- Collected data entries

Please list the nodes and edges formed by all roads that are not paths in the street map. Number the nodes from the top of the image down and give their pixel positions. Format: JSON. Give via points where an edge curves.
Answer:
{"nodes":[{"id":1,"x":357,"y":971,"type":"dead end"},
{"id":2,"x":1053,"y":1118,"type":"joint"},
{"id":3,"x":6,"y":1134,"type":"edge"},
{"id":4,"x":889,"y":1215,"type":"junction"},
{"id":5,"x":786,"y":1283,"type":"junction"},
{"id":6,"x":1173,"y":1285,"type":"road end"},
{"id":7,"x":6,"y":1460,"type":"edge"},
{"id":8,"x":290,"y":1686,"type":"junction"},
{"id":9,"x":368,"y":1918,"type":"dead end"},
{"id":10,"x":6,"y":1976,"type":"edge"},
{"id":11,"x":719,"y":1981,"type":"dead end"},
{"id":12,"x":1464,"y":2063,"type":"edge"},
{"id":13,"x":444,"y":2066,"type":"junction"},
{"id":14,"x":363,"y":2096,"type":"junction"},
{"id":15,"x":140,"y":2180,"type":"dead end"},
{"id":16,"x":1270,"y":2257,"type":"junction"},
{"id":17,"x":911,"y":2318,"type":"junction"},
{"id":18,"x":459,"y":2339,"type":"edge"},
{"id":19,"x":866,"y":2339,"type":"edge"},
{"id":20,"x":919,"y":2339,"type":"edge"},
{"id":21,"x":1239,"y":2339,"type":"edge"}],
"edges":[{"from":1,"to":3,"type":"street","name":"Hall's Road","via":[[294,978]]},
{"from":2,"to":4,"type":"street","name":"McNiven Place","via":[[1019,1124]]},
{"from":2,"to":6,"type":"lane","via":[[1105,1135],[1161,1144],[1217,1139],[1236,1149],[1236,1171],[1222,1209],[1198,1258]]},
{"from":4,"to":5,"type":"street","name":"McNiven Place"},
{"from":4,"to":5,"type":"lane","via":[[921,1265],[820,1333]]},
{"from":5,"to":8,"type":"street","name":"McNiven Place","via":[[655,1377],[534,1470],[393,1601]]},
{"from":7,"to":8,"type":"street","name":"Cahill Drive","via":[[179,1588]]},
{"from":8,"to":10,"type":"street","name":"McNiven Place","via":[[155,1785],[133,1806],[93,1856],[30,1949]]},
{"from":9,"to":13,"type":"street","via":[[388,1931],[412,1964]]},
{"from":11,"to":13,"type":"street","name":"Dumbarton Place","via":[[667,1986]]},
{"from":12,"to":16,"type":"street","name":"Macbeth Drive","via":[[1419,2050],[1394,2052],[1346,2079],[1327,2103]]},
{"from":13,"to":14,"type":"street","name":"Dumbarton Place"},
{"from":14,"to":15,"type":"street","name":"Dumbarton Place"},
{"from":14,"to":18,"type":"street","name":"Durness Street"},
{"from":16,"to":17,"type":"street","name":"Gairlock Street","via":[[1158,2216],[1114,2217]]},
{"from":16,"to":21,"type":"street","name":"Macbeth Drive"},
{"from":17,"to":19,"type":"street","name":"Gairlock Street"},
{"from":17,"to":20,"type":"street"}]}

- Your assignment
From the records above, copy each line in which the string "Gairlock" occurs.

- Problem solution
{"from":16,"to":17,"type":"street","name":"Gairlock Street","via":[[1158,2216],[1114,2217]]},
{"from":17,"to":19,"type":"street","name":"Gairlock Street"},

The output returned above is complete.